Friday, August 11, 2017

restless

by J J Cohen

This morning my expense report was rejected for not having checked a button that does not exist. This afternoon the resubmitted version was rejected for not having the documentation and notes that were in fact attached. The report was initially composed with great urgency, since the university sent several emails in ALL CAPS announcing that some of my expenses were more than thirty days old and would therefore be ESCALATED TO MY MANAGER if I did not submit them. I have no idea who that manager would be since my department chair has nothing to do with these things -- but I am also not keen to be escalated all the same. I have again submitted the report with a screen shot of the relevant page in Concur (why give a software program a name that is an ominous imperative?) and documentation that I consulted the Help Desk and was told that if such an unchecked button did exist it would be an error to check the thing for the type of expense I was recording. I pointed out that the missing documentation is the documentation that was always attached.

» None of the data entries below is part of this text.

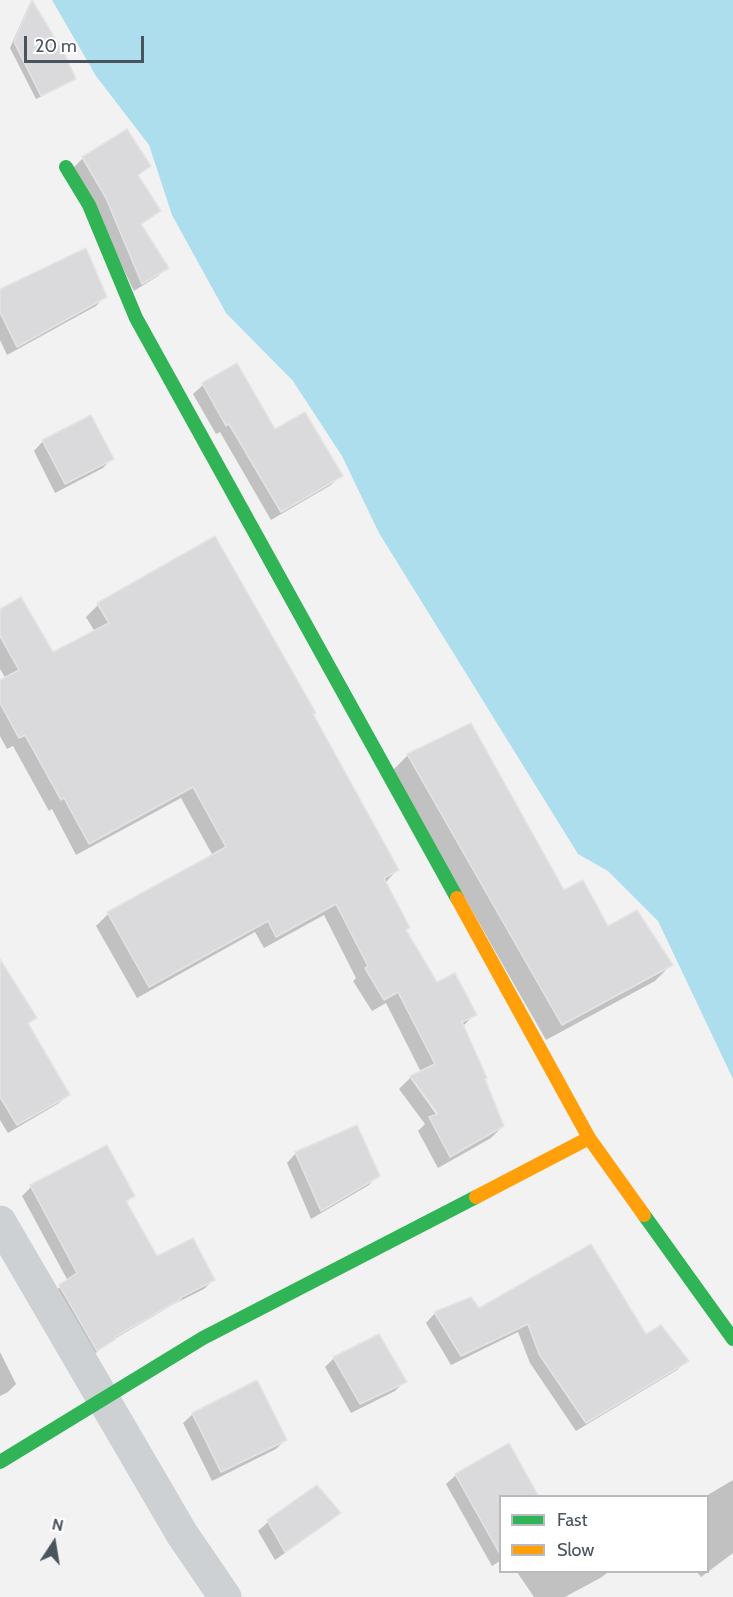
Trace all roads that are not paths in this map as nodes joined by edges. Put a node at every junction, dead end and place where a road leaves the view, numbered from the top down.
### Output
1 (66, 167) dead end
2 (589, 1138) junction
3 (0, 1222) edge
4 (733, 1339) edge
5 (103, 1399) junction
6 (0, 1462) edge
7 (225, 1597) edge

1 - 2 street
2 - 4 street
2 - 5 street
3 - 5 street
5 - 6 street
5 - 7 street

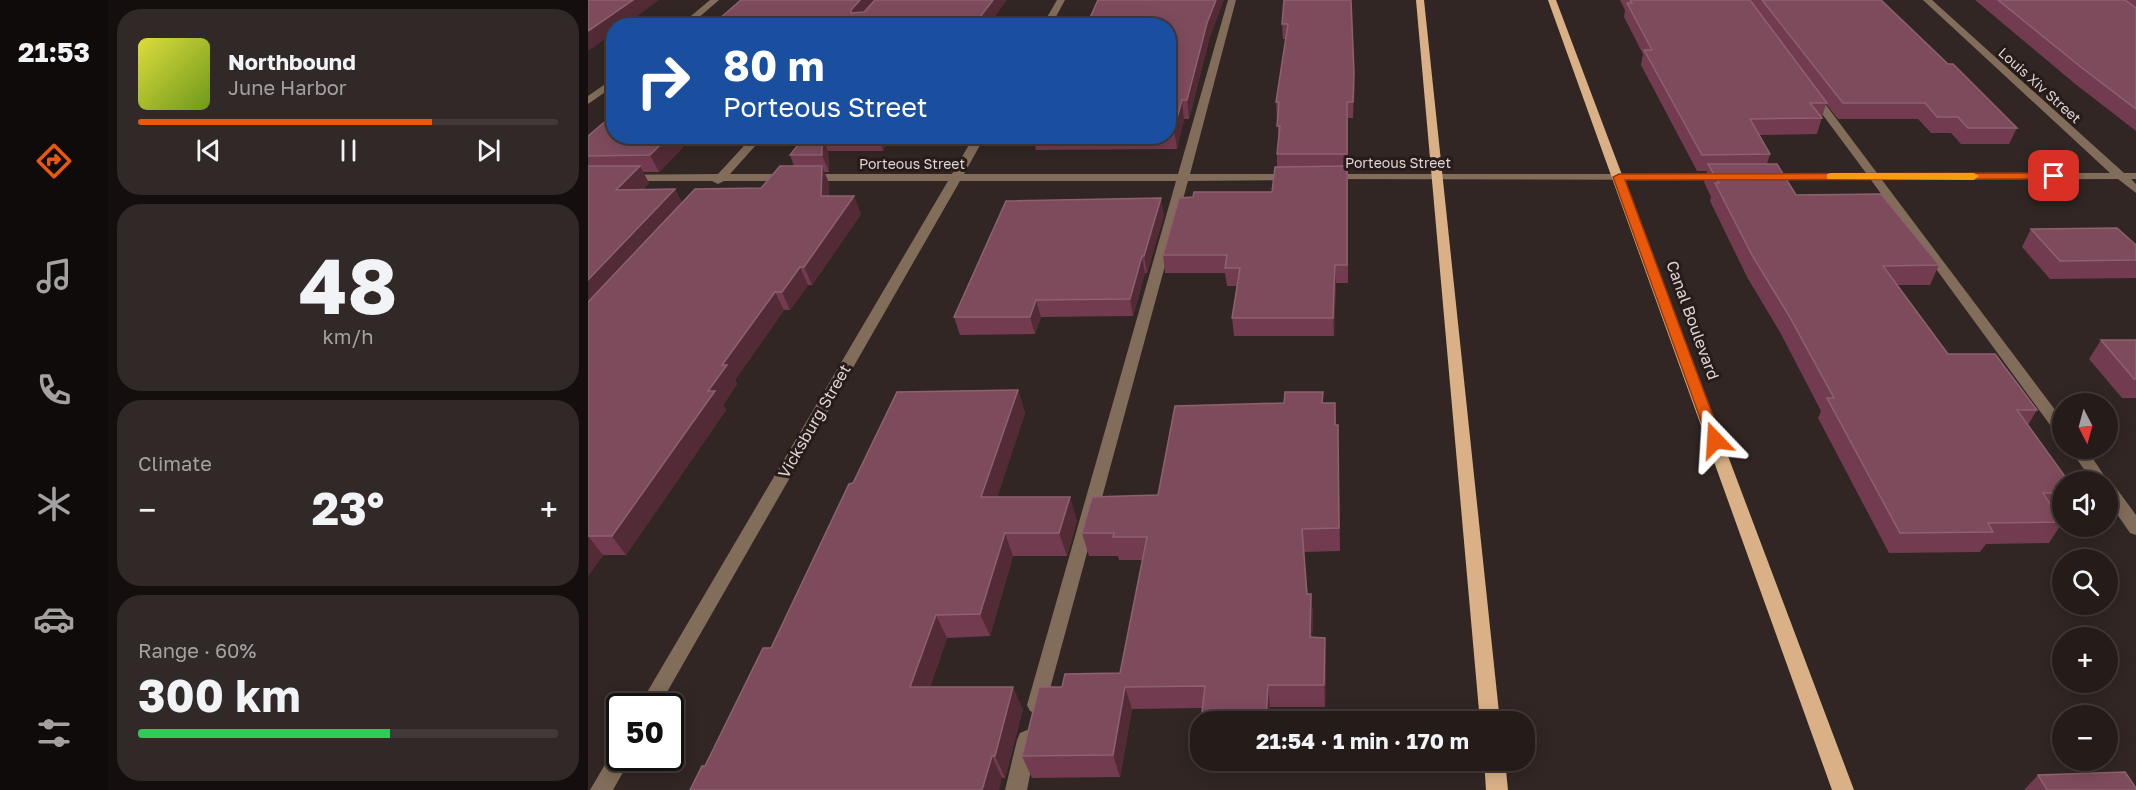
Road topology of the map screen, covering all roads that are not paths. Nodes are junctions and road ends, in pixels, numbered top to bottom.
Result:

In other words this is a normal day of me working on the GW MEMSI budget. I fully expect the report to come back again tomorrow because I did not provide a business purpose for the iced tea imbibed at a planning lunch (you think I am kidding but the business purpose of iced teas and salads are topics I have discussed with those who have rejected my reports in the past). Anyway, then this came up as a Facebook memory:


So it seems that some issues are perennial. But maybe not infinite. Here is what I wrote as I shared this memory on that other social media platform:
Every year at this time such thoughts recur -- and these institutional impediments are among the reasons GW MEMSI as a university-funded entity (but not as a community) is coming to an end this spring. But that's not the only reason. Ten years amounts to a very good run for the Institute. Its innovative work is in large part done (meaning, I don't want merely to replicate what we've long been doing, the default mode of an institution when it focuses upon its own existence rather than creation of new structures and possibilities). It is perhaps time to make space for other communalizing entities, here at GW or elsewhere, whatever they might be. 
And, in all honesty, I need a change: I cannot keep doing what I have been doing for the next ten years. I don't know what the future holds, but I acknowledge that I am restless, and I am not sure what will come next.
It's been quite a summer, one that included two trips to the emergency room, once in DC and once in London. Both were the result of having been bitten by a Lyme disease bearing tick, possibly while hiking in search of the three Green Chapels in Staffordshire (who says that the life of the mind won't kill you?). The good news is that the onset of symptoms was so swift that I was on the prescribed regimen of antibodies almost immediately, so I caught the infection just about as early as possible -- and that makes my prognosis for a full recovery excellent. Yet the infection took its toll, and it's only this week that early morning runs feel invigorating rather than a danse macabre in action. I have been coming to my office every day, partly because I am dropping my daughter off nearby for Camp Shakespeare and partly because I am trying desperately to catch up on email, dissertation chapter comments, syllabus writing, GW MEMSI planning for 2017-18 ... and expense reports. The routine has given me time to think about routines, and futures, and what I want to do with my life next. I don't really have an answer, but I acknowledge that I need a change.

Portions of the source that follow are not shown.